If you are looking for a diatribe for or against what we have come to know as “tort reform”, you will be disappointed. The problem is too complex. The purpose here is to shed some light.

Let’s clarify the issue. Advocates of “tort reform” are really arguing for lower incidence of medical malpractice awards, smaller dollar awards, and lower medical malpractice insurance premiums for physicians. They also hope to reduce the level of “defensive medicine”, the result of which is higher medical cost in response to the fear of being sued.

According to the National Practitioner Data Bank, the number and dollar value of medical malpractice award payouts has been flat since 1991, and have actually declined since 2001.The figures presented by the National Association of Insurance Commissions back this up. Public Citizens’ Congress Watch in Washington, D.C. reports that medical malpractice award payments declined 13.6% from 2001 through 2004 (the latest data available). Award payments of $1 million or more actually fell 56% from 1991 through 2004. According to a Harvard University study, very few medical errors ever result in legal claims – only one claim per 7.6 injuries ever results in legal action. Of those claims, plaintiffs drop 9 of every 10 that are initiated. Let’s at least admit that a case made solely on the basis of the “exploding incidence” of medical malpractice claims and awards has its problems.

Well, then, what about medical malpractice insurance premiums? Premiums have increased and there is no doubt about it. The question is WHY have premiums increased. There are authorities who have looked at this issue and concluded that medical malpractice insurance premiums rise NOT just because of increased frequency of litigation or jury awards, but to compensate for poor insurance company investment returns. Robert Hunter, Insurance Director for the Consumer Federation of America recently pointed this out. The U.S. Government Accountability Office (formerly the U.S. General Accounting Office) has reported this several times, the most relevant being GAO 03-702. GAO reported that multiple factors, including falling investment income and rising reinsurance costs, have contributed to increases in premium rates. In one interesting comparison, the GAO report showed that the premiums insurers charge physicians in different locales have such huge variability that the discrepancy cannot be explained by claims incidence alone. If it is true that other factors contribute to premium increases, then it follows that preventing or limiting medical malpractice awards may not result in corresponding premium decreases.
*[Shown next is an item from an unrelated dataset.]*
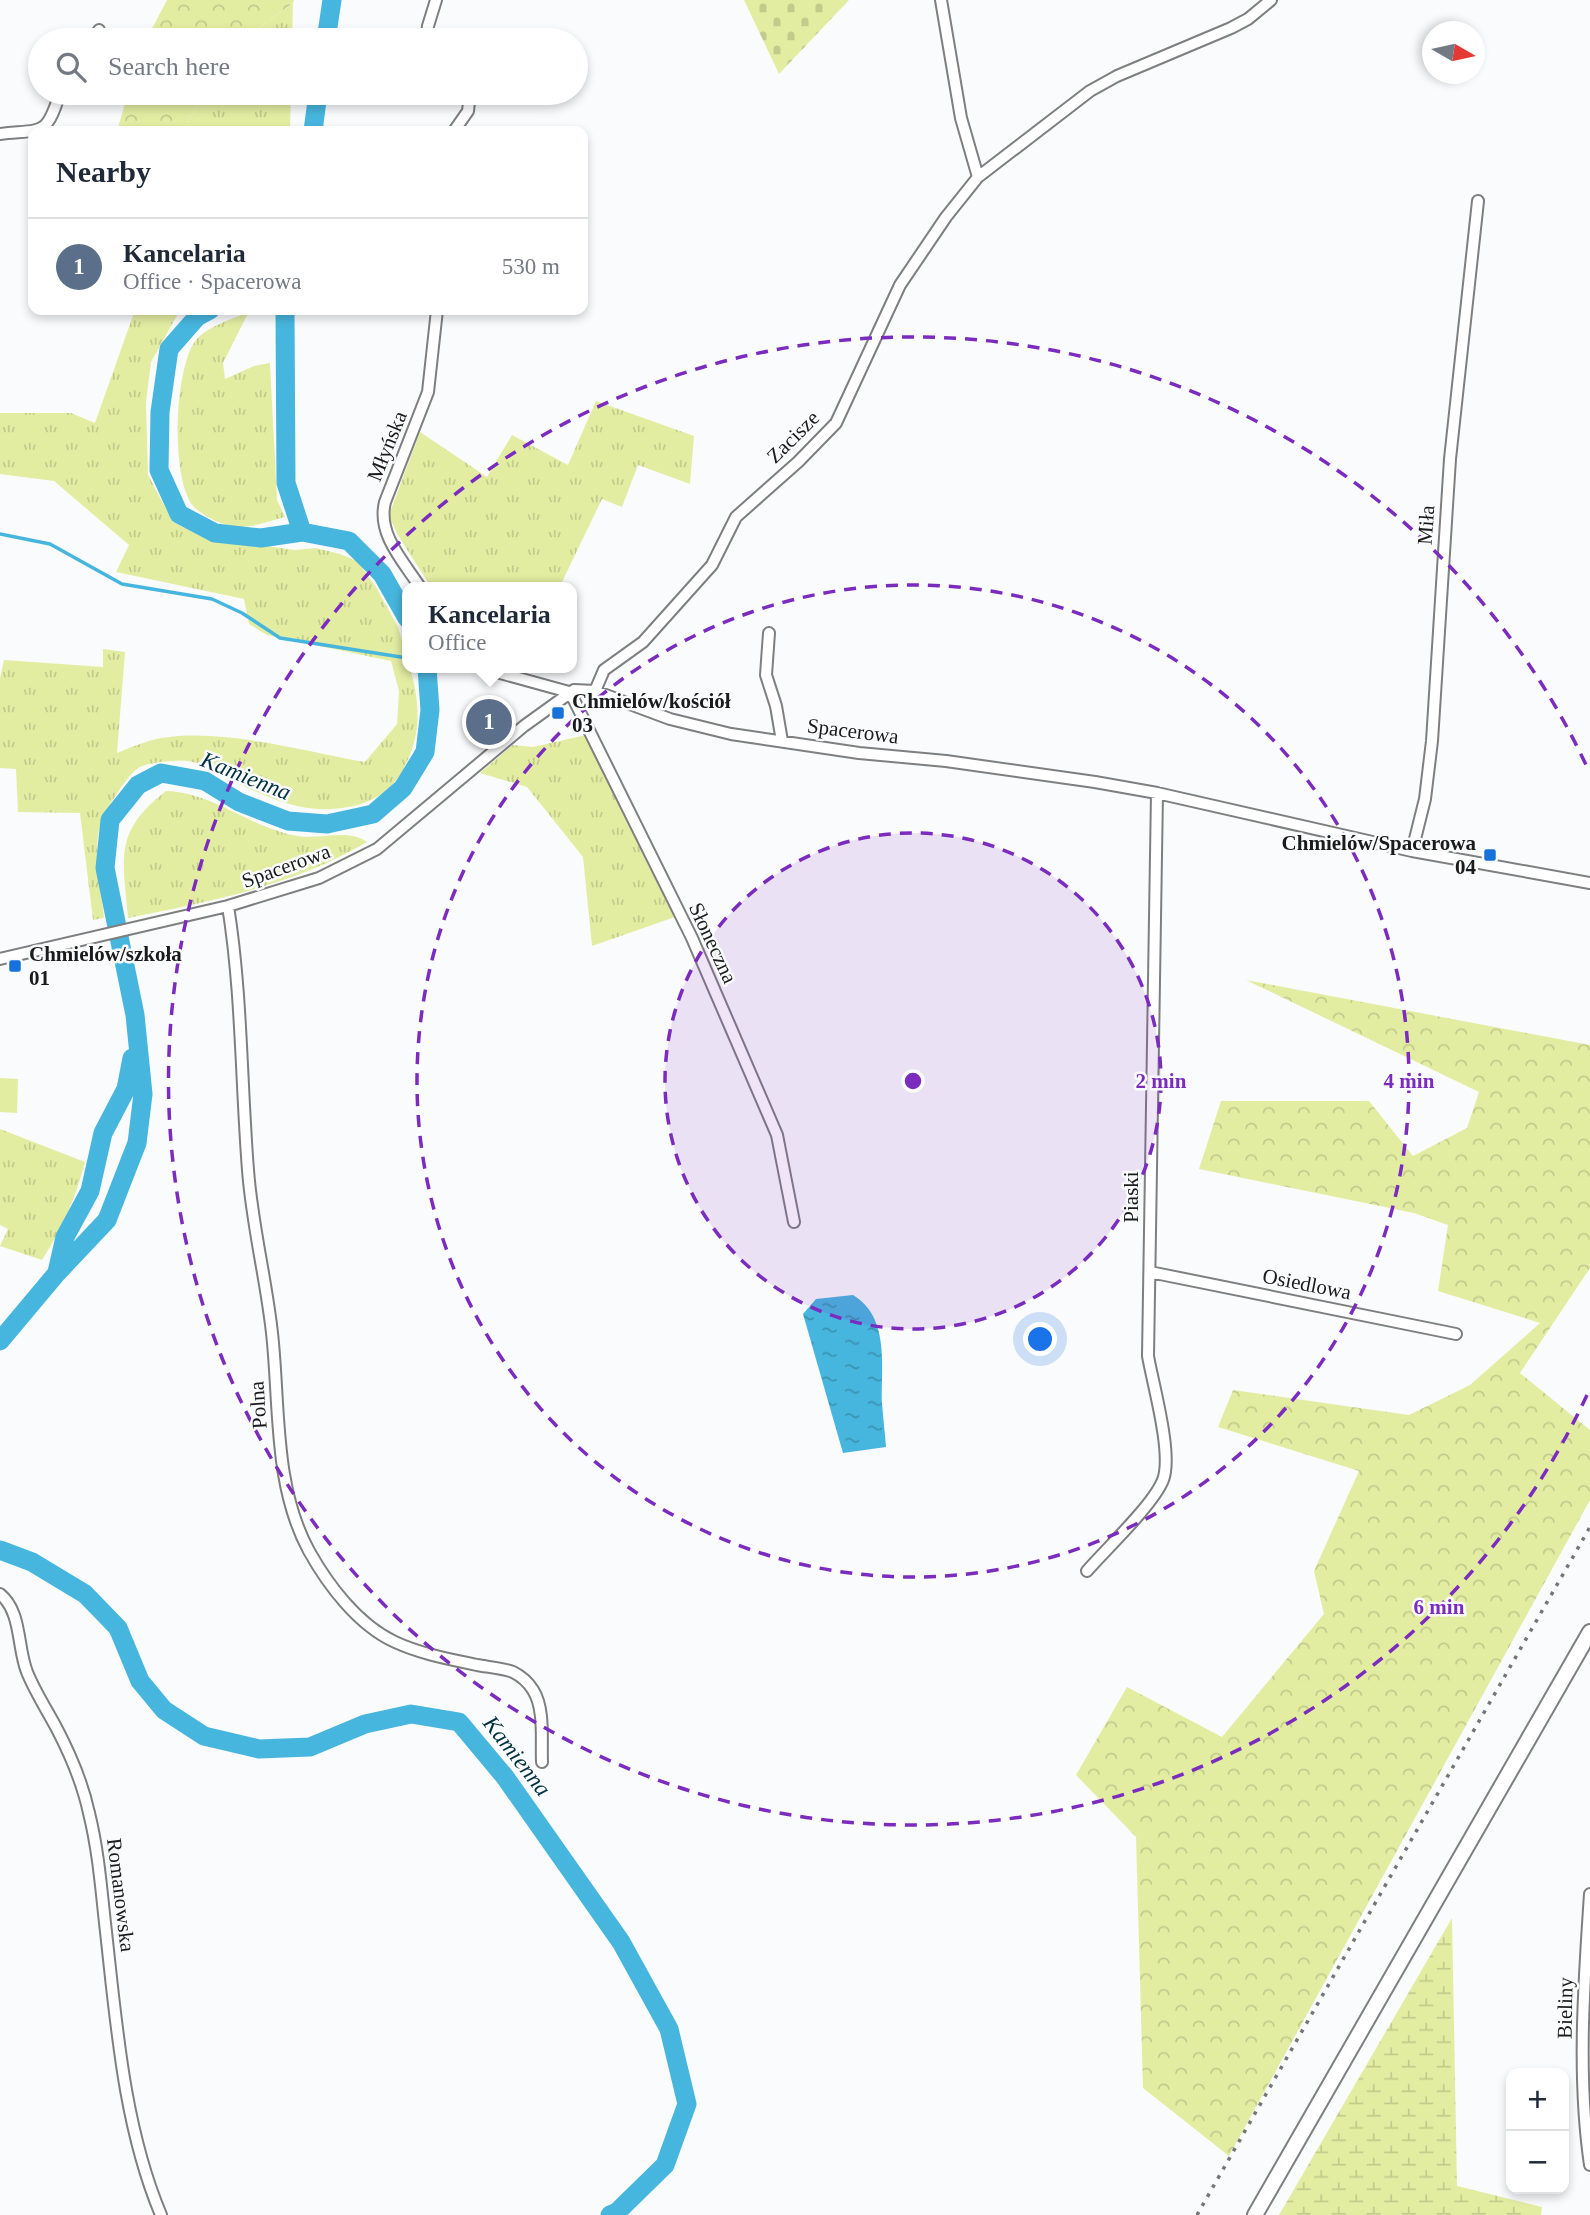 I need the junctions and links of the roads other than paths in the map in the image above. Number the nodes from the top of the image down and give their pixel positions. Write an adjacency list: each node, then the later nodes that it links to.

Defensive medicine is the hardest to deal with because its impact is difficult to calculate. There is no doubt that there are more medical tests being ordered for fear of medical liability then there would be otherwise. The question is what is the impact. Nobody really knows (GAO 03-836). We do know that medical insurance costs average about 3.2% of average physician revenues. We also know that 5.5% of physicians cause 57.3% of all medical malpractice payouts to patients. Do we approach the problem, as some have suggested, by not interfering with tort claims and instead going after the few transgressors?

Much study still needs to be done, but the end game will not change. As a society, we will have to decide whether we want to prevent or limit the legitimate claims of citizens damaged by medical errors by making it harder to obtain compensation for those errors, or insulate physicians and thus reduce the motivation for defensive medicine in the hope that the cost savings will justify the lost opportunities.